Futbol się drastycznie zmienił w ciągu ostatnich kilku lat- zwłaszcza ten na najwyższym poziomie. Pressing, kontrpressing, ruch bez piłki- to wszystko obliguje to ogromnego wysiłku. Nie ma obecnie drużyn (tych lepszych), które nie próbowałby chociażby w minimalnym stopniu implementować takiego stylu do swojej gry.
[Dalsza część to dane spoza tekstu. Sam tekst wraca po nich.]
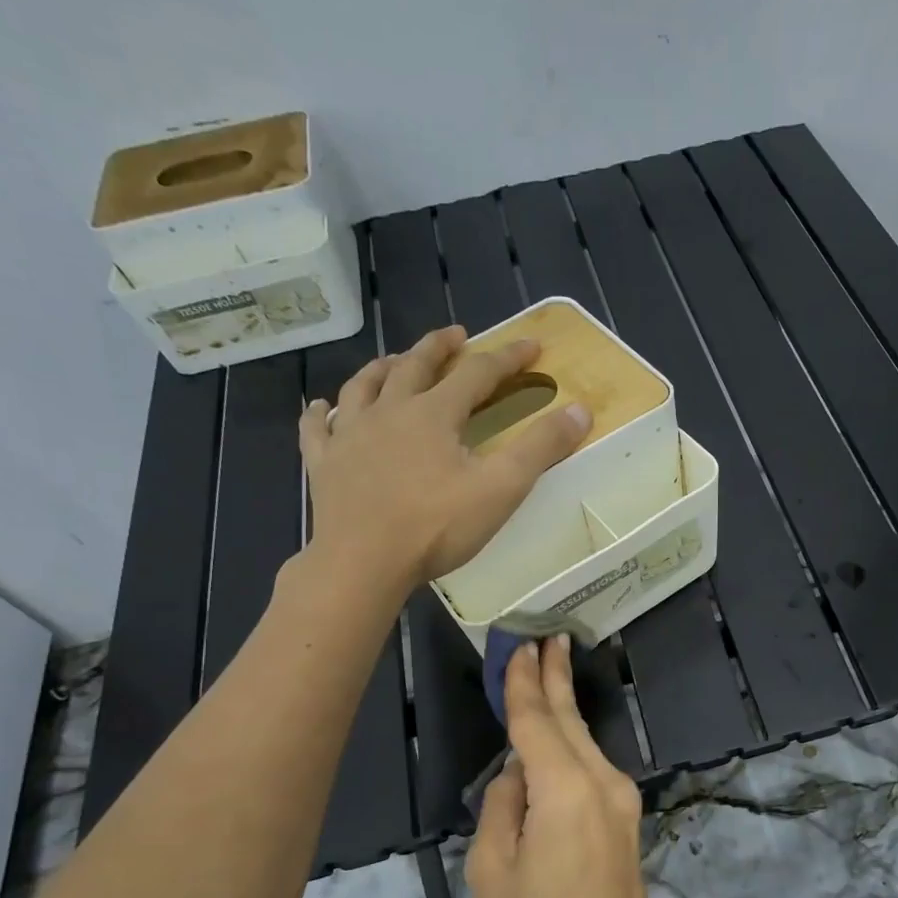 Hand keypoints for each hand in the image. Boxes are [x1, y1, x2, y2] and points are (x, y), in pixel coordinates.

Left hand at [298, 326, 590, 584]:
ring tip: (393, 361)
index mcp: (433, 414)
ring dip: (382, 368)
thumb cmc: (436, 526)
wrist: (363, 561)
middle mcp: (388, 411)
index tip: (532, 346)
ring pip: (363, 386)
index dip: (507, 358)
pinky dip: (321, 414)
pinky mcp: (324, 464)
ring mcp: (350, 435)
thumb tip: (579, 409)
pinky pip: (318, 429)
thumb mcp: (501, 488)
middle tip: (456, 335)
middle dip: (439, 347)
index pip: (477, 373)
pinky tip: (321, 408)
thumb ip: (541, 447)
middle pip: (415, 366)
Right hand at [467, 639, 676, 897]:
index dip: (523, 684)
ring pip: (583, 740)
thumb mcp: (493, 873)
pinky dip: (569, 742)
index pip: (537, 722)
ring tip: (547, 670)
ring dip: (563, 706)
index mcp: (564, 791)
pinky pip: (590, 766)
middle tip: (545, 638)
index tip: (519, 646)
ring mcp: (620, 799)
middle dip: (555, 678)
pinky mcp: (625, 817)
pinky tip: (555, 732)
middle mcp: (601, 782)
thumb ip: (501, 808)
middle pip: (570, 720)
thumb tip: (516, 774)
Stad tez dyskusja o tym, że futbol się broni trochę płytszy, bo drużyny tracą swoje unikalne style na rzecz jakichś fuzji pressingu.

Noale biorąc to wszystko pod uwagę, to Origi jest trochę reliktem :v lisem pola karnego, trochę dryblerem, ale absolutnie nie- pracusiem.

U nas dostał duży kontrakt chyba tylko ze względu na swoje jokerowe wejścia, bo piłkarsko to jest produkt z pewnością niedostosowanym do dzisiejszego futbolu.

4 polubienia

Zagrał w tym czasie chyba tylko jeden mecz w wyjściowym składzie, więc te statystyki są trochę zakłamane.

Chłopak nie gra, więc tworzenie tez jest słabe, moglibyśmy go oceniać, gdyby faktycznie grał od deski do deski i nic nie strzelał, tak to znając życie będzie szukał nowego klubu latem.

Minamino za to 21 meczy 1 bramka, 4 asysty i ogólnie mało też gra. Klopp rzeczywiście wyciągał sporo z przeciętnych zawodników.

Origi, Munamino, Shaqiri, Wijnaldum, nawet Mane… większość piłkarzy opuszczających Liverpool nie robi później kariery. Chociaż akurat Gini po wyleczeniu kontuzji zaczyna więcej grać ostatnio w Romie i to nieźle.

Divock zagrał chyba 6 meczów w wyjsciowym składzie, statystycznie zaliczył jakieś 25% minut, więc całkiem sporo. Jego problemem jest pasywność i czekanie na piłkę, Giroud będący podstawowym napastnikiem zasuwa przez cały mecz na całym boisku, i to pomimo 35 lat na karku.
Zresztą mając taką ‘9’ jak Francuz nic dziwnego, że pozostali napastnicy Milanu grzeją ławę.